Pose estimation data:
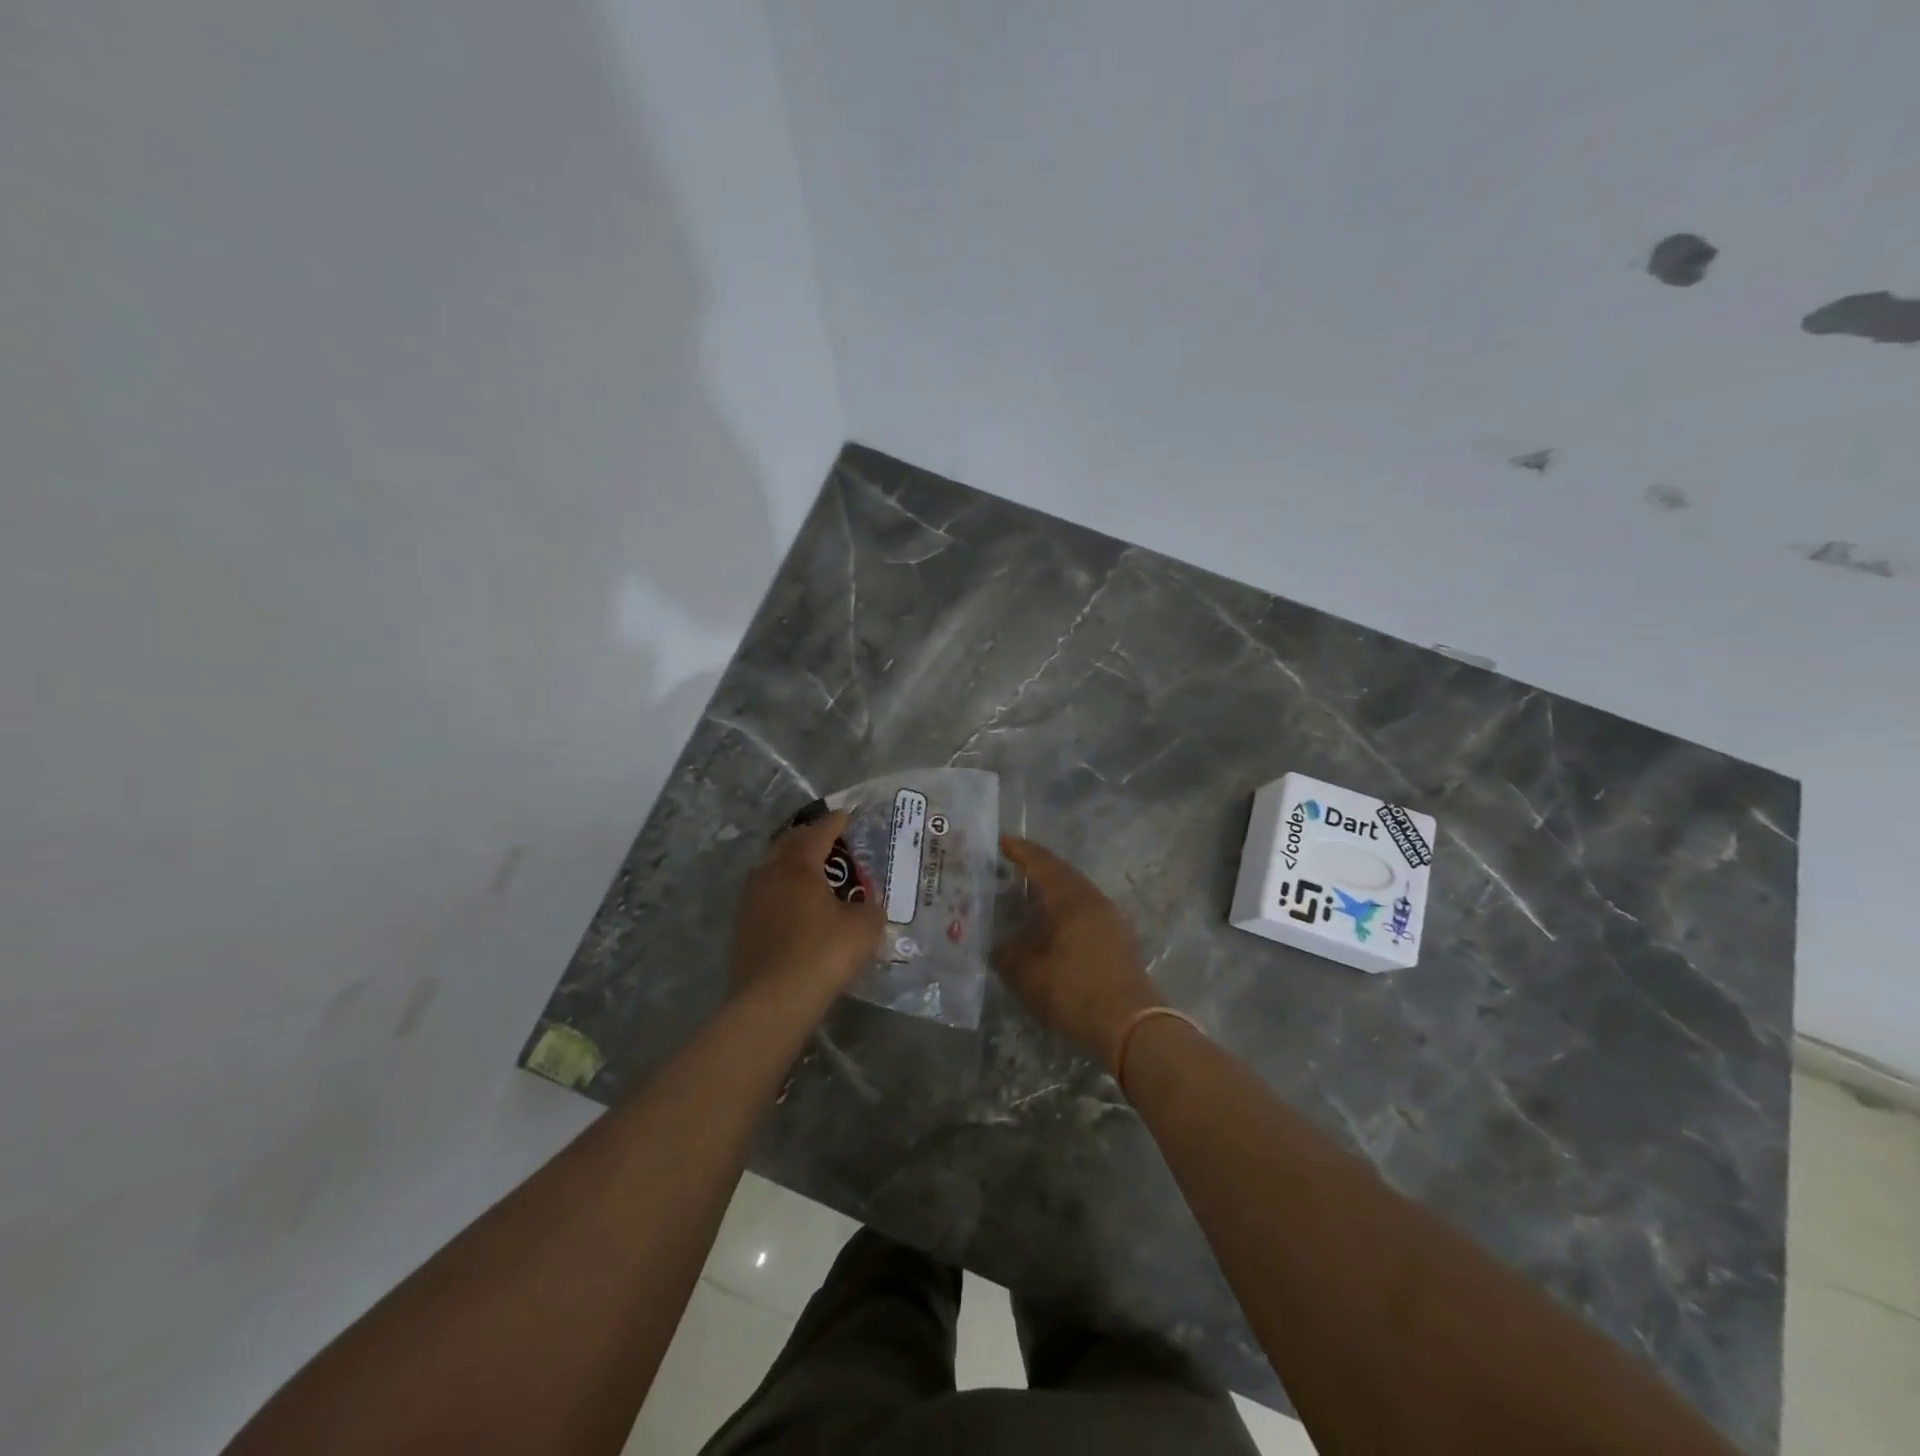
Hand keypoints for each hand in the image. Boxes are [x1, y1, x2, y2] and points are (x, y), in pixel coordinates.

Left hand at [730, 810, 884, 1014]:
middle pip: (787, 844)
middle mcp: (769, 875)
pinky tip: (792, 907)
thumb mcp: (863, 929)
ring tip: (808, 872)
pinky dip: (780, 891)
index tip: (845, 815)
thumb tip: (868, 905)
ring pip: (770, 869)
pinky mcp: (741, 928)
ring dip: (789, 864)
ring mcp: (750, 901)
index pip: (818, 834)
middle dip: (807, 837)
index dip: (834, 823)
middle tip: (826, 839)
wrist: (773, 1001)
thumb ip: (870, 909)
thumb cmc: (823, 954)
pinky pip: (763, 896)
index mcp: (799, 867)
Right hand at [995, 836, 1164, 1069]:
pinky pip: (1087, 911)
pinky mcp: (1120, 940)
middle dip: (1038, 868)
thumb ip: (1007, 954)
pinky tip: (1054, 927)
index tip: (1002, 841)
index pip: (1042, 863)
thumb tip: (1001, 946)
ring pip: (1077, 893)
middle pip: (1063, 874)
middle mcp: (1093, 900)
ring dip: (1053, 891)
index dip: (1020, 851)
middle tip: (1013, 868)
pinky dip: (1066, 911)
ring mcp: (1111, 919)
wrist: (1130, 1025)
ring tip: (1030, 898)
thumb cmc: (1073, 991)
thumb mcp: (1026, 975)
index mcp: (1070, 898)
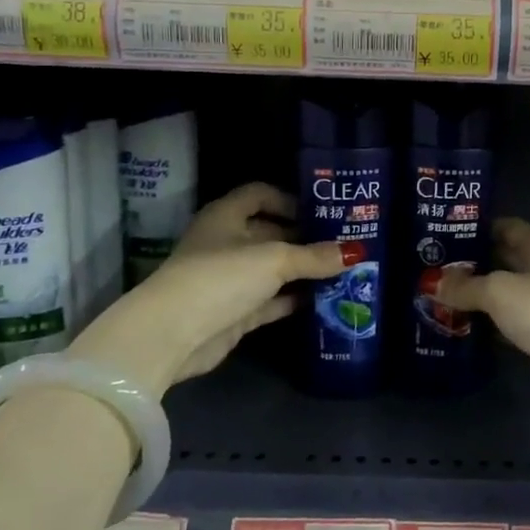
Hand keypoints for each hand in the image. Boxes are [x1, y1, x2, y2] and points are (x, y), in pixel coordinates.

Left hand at [68, 183, 349, 397]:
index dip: (289, 199)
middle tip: (343, 243)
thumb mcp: (274, 260)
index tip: (321, 211)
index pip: (259, 194)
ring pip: (272, 269)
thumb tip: (355, 252)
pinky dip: (293, 299)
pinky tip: (324, 300)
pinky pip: (271, 300)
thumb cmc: (221, 276)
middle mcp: (226, 242)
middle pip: (269, 232)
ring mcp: (229, 279)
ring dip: (302, 271)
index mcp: (226, 216)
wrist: (174, 334)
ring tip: (342, 271)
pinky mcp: (234, 312)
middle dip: (304, 238)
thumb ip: (314, 256)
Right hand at [436, 218, 529, 418]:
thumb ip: (464, 286)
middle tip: (434, 269)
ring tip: (442, 295)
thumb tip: (431, 282)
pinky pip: (515, 314)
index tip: (440, 238)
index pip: (503, 225)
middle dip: (472, 263)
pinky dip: (495, 317)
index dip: (473, 229)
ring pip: (509, 287)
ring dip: (482, 293)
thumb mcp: (498, 292)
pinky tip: (469, 324)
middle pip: (504, 256)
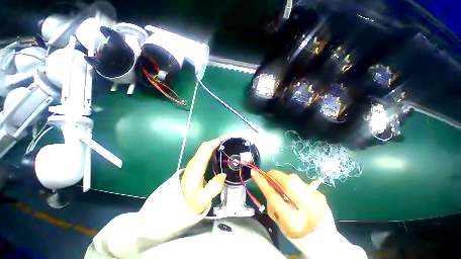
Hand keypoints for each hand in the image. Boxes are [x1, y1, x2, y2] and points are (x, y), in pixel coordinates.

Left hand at [181, 136, 226, 213]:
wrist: (179, 205)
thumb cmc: (191, 202)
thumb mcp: (203, 199)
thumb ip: (213, 188)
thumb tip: (223, 175)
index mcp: (196, 168)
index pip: (205, 150)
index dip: (215, 142)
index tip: (226, 138)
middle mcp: (194, 162)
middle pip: (204, 146)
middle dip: (216, 140)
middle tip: (228, 140)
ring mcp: (194, 163)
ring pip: (204, 148)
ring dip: (214, 143)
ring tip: (225, 143)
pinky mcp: (195, 165)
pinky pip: (204, 152)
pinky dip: (212, 148)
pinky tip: (218, 151)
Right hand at [251, 170, 325, 238]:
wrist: (325, 239)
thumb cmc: (297, 235)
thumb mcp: (281, 224)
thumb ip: (273, 204)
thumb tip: (268, 185)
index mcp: (293, 220)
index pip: (274, 196)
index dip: (262, 182)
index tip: (254, 172)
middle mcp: (307, 208)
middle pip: (288, 182)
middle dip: (275, 175)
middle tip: (269, 176)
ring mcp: (316, 199)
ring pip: (294, 179)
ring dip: (284, 179)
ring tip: (282, 186)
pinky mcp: (320, 194)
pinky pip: (301, 182)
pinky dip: (293, 184)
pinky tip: (295, 192)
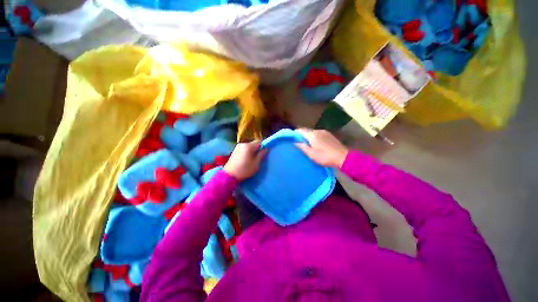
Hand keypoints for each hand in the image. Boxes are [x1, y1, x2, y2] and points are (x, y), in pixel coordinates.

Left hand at [224, 141, 267, 180]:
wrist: (229, 175)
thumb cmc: (245, 170)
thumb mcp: (256, 164)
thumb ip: (261, 155)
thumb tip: (266, 149)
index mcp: (249, 146)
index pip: (259, 142)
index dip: (263, 147)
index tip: (264, 154)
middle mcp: (243, 144)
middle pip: (253, 144)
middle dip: (257, 149)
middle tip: (258, 158)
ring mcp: (238, 147)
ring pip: (249, 146)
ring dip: (252, 151)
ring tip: (252, 159)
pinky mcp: (234, 150)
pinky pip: (244, 149)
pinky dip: (247, 152)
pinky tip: (246, 159)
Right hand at [295, 128, 348, 168]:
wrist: (343, 157)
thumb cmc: (325, 156)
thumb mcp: (311, 154)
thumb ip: (302, 147)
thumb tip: (295, 142)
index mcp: (312, 135)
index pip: (301, 130)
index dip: (295, 133)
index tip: (292, 138)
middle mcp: (318, 131)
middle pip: (307, 131)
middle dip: (302, 135)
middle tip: (298, 142)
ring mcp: (325, 132)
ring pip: (313, 132)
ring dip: (308, 137)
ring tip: (306, 144)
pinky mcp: (330, 135)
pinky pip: (319, 134)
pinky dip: (315, 138)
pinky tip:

Task brief>
Word for word, copy all the entries above, but with no pictures.

Your solution>
Hand keypoints for each hand in the image. Boxes are [x1, y1, x2, y2] and points are (x, y), in pixel coordinates.

Left hand at [730, 810, 884, 1014]:
middle pip: (787, 844)
middle mcp: (769, 875)
pinky tip: (792, 907)
thumb mcp: (863, 929)
ring tip: (808, 872)
pinky dip: (780, 891)
index tip: (845, 815)
thumb tip: (868, 905)
ring pip: (770, 869)
pinky mcp: (741, 928)
ring dip: (789, 864)
ring mcp: (750, 901)
index pip: (818, 834)
middle dip: (807, 837)
index dip: (834, 823)
middle tip: (826, 839)
wrist: (773, 1001)
thumb ip: (870, 909)
thumb cmc: (823, 954)
pinky pip: (763, 896)
index mcp: (799, 867)
Right hand at [995, 836, 1164, 1069]:
pinky pip: (1087, 911)
pinky mcp: (1120, 940)
middle dip: (1038, 868)
thumb ip: (1007, 954)
pinky tip: (1054, 927)
index tip: (1002, 841)
index pip: (1042, 863)
thumb tip: (1001, 946)
ring pip: (1077, 893)
middle pip: (1063, 874)
middle mcp: (1093, 900)
ring dip: (1053, 891)
index dip: (1020, 851)
middle tip: (1013, 868)
pinky dip: (1066, 911)
ring mcp: (1111, 919)
wrist: (1130, 1025)
ring tip: (1030, 898)
thumb cmc: (1073, 991)
thumb mcp: (1026, 975)
index mcp: (1070, 898)
Hand keypoints for each hand in the image. Boxes are [x1, y1, x2, y2] and points are (x, y), in pixel coordinates.

Left hand at [68, 183, 349, 397]:
index dip: (289, 199)
middle tip: (343, 243)
thumb mcp: (274, 260)
index tip: (321, 211)
index pip: (259, 194)
ring pip: (272, 269)
thumb tip: (355, 252)
pinky dip: (293, 299)
pinky tip: (324, 300)
pinky pip: (271, 300)
thumb cmc: (221, 276)
middle mcp: (226, 242)
middle pip: (269, 232)
ring mcp: (229, 279)
ring dip: (302, 271)
index mcp: (226, 216)
wrist: (174, 334)
ring tip: (342, 271)
pinky mcp: (234, 312)
middle dip: (304, 238)
thumb ip: (314, 256)
Right hand at [436, 218, 529, 418]:
thumb ip: (464, 286)
middle tip: (434, 269)
ring tip: (442, 295)
thumb tip: (431, 282)
pinky pip: (515, 314)
index tip: (440, 238)
index pip: (503, 225)
middle dip: (472, 263)
pinky dip: (495, 317)
index dip: (473, 229)
ring pip: (509, 287)
ring dip: (482, 293)
thumb mcp: (498, 292)
pinky tip: (469, 324)
middle pip: (504, 256)
Hand keypoints for each hand in the image. Boxes are [x1, y1, x2, y2] and points are (x, y), in pixel coordinates.

Left hand at [181, 136, 226, 213]:
wrist: (179, 205)
thumb cmc: (191, 202)
thumb mcp: (203, 199)
thumb ip: (213, 188)
thumb tip: (223, 175)
index mcp: (196, 168)
index pip: (205, 150)
index dip: (215, 142)
index tip: (226, 138)
middle mcp: (194, 162)
middle pip: (204, 146)
middle dip: (216, 140)
middle tip: (228, 140)
ring mcp: (194, 163)
ring pip: (204, 148)
ring dip: (214, 143)
ring tip: (225, 143)
pinky mcp: (195, 165)
pinky pip: (204, 152)
pinky dip: (212, 148)
pinky tip: (218, 151)
Right hand at [251, 170, 325, 238]:
wrist: (325, 239)
thumb cmc: (297, 235)
thumb mcp: (281, 224)
thumb ip: (273, 204)
thumb tip: (268, 185)
index mcp: (293, 220)
index pip: (274, 196)
index dip: (262, 182)
index tip: (254, 172)
middle mcp: (307, 208)
middle pip: (288, 182)
middle dip: (275, 175)
middle tip: (269, 176)
ring mcp: (316, 199)
ring pip: (294, 179)
ring dip: (284, 179)
ring tip: (282, 186)
pinky mcp: (320, 194)
pinky pip: (301, 182)
pinky dip: (293, 184)
pinky tip: (295, 192)
Hand keypoints for each hand in the image. Boxes are [x1, y1, x2, y2] and points are (x, y), in pixel coordinates.

Left hand at [224, 141, 267, 180]:
wrist: (229, 175)
thumb cmc: (245, 170)
thumb mcp: (256, 164)
thumb ip: (261, 155)
thumb tip: (266, 149)
index mcp: (249, 146)
index pip: (259, 142)
index dip: (263, 147)
index tip: (264, 154)
middle mcp: (243, 144)
middle pip: (253, 144)
middle dip: (257, 149)
middle tip: (258, 158)
ring mcp: (238, 147)
ring pip: (249, 146)
ring dip: (252, 151)
ring tip: (252, 159)
pinky mcp: (234, 150)
pinky pip: (244, 149)
pinky dip: (247, 152)
pinky tip: (246, 159)
Right hand at [295, 128, 348, 168]:
wrist: (343, 157)
thumb cmc: (325, 156)
thumb mcp: (311, 154)
thumb ip: (302, 147)
thumb tip: (295, 142)
index mcp: (312, 135)
index pip: (301, 130)
index dip: (295, 133)
index tip: (292, 138)
middle mcp: (318, 131)
middle pip: (307, 131)
middle dip: (302, 135)
middle tip: (298, 142)
ring mcp: (325, 132)
ring pip: (313, 132)
ring dip: (308, 137)
ring tip: (306, 144)
pinky mcp: (330, 135)
pinky pip: (319, 134)
pinky dip: (315, 138)
pinky tip:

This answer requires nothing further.